**Given information:**
----------------

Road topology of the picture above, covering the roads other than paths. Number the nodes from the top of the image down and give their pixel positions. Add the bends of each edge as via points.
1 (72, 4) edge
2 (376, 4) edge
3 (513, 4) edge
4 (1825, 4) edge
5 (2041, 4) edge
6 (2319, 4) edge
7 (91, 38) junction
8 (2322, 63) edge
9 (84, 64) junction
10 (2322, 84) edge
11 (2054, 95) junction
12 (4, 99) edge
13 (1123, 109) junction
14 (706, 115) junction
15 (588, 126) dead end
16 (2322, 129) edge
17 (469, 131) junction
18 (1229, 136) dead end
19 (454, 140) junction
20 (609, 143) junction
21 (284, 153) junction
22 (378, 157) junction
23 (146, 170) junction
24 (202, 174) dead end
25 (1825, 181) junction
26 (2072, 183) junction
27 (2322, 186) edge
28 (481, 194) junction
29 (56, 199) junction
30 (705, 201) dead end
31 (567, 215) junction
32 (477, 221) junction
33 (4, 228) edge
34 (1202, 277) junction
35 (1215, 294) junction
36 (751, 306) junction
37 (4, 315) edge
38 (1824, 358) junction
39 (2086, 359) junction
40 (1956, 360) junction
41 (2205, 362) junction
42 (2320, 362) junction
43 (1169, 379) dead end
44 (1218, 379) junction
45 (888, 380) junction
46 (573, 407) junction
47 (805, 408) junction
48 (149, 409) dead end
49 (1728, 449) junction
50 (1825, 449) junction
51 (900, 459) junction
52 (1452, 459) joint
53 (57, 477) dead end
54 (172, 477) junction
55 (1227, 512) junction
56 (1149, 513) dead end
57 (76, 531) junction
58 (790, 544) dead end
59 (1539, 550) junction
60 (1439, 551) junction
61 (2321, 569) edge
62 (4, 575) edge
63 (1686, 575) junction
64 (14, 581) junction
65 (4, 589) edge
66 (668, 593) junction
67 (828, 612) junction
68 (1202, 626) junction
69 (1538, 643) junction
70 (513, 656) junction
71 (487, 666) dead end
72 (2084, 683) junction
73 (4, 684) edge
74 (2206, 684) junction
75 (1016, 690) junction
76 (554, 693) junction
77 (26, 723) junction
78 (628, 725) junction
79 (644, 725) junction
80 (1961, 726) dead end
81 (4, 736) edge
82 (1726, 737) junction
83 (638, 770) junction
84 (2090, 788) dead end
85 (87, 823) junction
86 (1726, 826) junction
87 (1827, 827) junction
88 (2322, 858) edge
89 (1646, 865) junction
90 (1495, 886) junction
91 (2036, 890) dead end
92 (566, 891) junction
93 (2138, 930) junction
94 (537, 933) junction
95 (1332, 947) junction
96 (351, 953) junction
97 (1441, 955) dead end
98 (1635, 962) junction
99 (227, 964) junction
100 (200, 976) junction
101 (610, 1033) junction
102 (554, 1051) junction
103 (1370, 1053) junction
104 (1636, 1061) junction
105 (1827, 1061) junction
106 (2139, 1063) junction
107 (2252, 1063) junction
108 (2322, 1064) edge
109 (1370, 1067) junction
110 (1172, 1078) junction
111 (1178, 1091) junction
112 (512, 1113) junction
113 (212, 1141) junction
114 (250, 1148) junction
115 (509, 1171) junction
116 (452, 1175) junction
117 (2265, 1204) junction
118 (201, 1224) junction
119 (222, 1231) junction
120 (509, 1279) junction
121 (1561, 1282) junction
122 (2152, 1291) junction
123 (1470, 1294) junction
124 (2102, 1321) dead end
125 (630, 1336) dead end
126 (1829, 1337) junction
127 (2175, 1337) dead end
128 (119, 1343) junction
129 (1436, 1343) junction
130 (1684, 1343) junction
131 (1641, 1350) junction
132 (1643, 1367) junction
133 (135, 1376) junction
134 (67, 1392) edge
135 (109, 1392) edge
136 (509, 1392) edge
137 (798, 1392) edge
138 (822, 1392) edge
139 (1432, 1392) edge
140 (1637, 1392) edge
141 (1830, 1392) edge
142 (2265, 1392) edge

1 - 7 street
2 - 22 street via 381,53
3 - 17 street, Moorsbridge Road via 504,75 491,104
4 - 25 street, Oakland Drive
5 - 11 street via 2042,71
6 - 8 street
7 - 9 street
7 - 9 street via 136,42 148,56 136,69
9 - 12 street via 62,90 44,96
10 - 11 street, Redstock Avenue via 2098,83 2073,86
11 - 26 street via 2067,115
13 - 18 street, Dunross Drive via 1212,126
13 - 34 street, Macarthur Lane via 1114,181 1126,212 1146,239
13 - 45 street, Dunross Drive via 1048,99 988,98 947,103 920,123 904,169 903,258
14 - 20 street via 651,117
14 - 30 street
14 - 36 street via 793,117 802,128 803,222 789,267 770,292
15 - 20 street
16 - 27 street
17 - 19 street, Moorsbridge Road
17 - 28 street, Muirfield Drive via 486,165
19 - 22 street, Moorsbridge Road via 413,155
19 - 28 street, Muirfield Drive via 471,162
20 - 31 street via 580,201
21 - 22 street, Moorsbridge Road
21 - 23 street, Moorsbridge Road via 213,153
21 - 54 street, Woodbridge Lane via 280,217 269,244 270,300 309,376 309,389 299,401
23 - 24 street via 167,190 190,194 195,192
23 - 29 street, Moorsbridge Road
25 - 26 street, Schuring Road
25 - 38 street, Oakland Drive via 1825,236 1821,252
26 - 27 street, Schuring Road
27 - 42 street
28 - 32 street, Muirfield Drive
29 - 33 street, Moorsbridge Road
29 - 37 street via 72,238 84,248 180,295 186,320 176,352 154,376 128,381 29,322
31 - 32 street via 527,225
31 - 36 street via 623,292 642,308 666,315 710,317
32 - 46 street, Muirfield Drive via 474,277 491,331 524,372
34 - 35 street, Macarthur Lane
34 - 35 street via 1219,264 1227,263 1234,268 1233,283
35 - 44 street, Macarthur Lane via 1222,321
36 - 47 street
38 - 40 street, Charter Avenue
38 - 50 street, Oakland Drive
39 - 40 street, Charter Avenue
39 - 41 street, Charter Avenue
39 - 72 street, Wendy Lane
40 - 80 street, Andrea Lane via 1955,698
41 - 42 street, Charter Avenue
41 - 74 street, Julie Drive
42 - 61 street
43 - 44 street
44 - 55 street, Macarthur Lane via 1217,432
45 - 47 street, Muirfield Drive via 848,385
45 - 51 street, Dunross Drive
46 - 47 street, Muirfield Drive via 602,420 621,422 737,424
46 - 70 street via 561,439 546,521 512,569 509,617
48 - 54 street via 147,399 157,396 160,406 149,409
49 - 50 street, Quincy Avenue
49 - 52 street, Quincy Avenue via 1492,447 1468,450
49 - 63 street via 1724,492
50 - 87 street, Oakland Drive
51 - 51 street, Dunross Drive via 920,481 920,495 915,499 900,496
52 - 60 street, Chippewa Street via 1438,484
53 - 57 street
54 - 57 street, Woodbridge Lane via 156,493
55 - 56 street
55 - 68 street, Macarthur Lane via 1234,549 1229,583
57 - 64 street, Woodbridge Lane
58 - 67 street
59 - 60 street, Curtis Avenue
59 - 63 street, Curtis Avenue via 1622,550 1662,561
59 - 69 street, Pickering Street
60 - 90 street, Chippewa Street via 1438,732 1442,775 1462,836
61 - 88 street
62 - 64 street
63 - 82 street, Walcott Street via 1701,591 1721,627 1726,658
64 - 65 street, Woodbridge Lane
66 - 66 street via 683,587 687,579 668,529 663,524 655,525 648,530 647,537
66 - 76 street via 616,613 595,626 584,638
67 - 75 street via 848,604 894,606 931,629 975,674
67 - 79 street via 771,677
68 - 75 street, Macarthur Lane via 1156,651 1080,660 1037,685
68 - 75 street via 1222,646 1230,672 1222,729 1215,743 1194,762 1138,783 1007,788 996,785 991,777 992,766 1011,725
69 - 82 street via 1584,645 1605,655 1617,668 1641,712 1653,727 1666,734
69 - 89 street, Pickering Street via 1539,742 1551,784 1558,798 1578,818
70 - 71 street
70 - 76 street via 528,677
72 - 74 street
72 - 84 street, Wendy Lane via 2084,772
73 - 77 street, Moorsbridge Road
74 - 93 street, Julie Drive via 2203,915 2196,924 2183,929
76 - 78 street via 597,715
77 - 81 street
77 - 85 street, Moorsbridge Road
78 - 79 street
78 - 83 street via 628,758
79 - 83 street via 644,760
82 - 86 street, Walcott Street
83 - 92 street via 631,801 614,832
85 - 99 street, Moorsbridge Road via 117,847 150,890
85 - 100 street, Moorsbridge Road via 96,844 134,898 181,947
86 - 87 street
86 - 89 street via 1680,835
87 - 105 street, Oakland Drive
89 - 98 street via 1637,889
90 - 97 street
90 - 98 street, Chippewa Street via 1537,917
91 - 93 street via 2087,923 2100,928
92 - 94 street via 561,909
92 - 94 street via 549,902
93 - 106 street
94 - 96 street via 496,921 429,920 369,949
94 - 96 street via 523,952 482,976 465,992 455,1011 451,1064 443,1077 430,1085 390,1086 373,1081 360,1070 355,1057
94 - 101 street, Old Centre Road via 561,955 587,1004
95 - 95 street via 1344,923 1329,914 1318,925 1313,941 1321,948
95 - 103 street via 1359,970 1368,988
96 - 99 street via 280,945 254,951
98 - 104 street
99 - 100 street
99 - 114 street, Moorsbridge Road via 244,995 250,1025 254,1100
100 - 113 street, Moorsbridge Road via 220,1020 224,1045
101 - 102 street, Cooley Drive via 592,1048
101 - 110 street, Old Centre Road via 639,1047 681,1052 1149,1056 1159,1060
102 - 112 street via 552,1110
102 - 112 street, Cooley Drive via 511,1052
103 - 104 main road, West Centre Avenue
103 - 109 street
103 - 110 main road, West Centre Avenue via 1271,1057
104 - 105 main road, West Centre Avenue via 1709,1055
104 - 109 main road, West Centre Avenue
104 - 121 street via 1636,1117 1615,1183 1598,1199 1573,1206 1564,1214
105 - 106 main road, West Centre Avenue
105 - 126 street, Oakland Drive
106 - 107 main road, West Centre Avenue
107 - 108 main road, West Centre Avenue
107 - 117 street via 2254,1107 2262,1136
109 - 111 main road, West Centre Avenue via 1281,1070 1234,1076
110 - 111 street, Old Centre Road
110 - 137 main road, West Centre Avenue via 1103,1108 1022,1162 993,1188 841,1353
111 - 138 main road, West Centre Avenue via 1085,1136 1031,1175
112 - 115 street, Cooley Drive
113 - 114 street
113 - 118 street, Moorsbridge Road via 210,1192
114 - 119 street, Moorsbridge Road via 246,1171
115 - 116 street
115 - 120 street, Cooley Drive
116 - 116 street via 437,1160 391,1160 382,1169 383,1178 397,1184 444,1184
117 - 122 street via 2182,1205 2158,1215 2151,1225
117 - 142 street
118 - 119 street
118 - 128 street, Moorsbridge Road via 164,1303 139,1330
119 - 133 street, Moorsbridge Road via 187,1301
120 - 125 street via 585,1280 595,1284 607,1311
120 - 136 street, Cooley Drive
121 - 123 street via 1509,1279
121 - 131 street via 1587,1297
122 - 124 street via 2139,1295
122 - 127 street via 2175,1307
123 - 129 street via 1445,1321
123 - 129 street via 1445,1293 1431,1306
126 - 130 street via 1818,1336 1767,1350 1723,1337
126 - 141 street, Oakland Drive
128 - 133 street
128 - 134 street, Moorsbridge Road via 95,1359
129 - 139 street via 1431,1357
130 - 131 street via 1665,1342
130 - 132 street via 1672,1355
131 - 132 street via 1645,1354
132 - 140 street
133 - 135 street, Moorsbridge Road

----------------

Gather each line of the listing containing the word "Muirfield" and show it.

17 - 28 street, Muirfield Drive via 486,165
19 - 28 street, Muirfield Drive via 471,162
28 - 32 street, Muirfield Drive
32 - 46 street, Muirfield Drive via 474,277 491,331 524,372
45 - 47 street, Muirfield Drive via 848,385
46 - 47 street, Muirfield Drive via 602,420 621,422 737,424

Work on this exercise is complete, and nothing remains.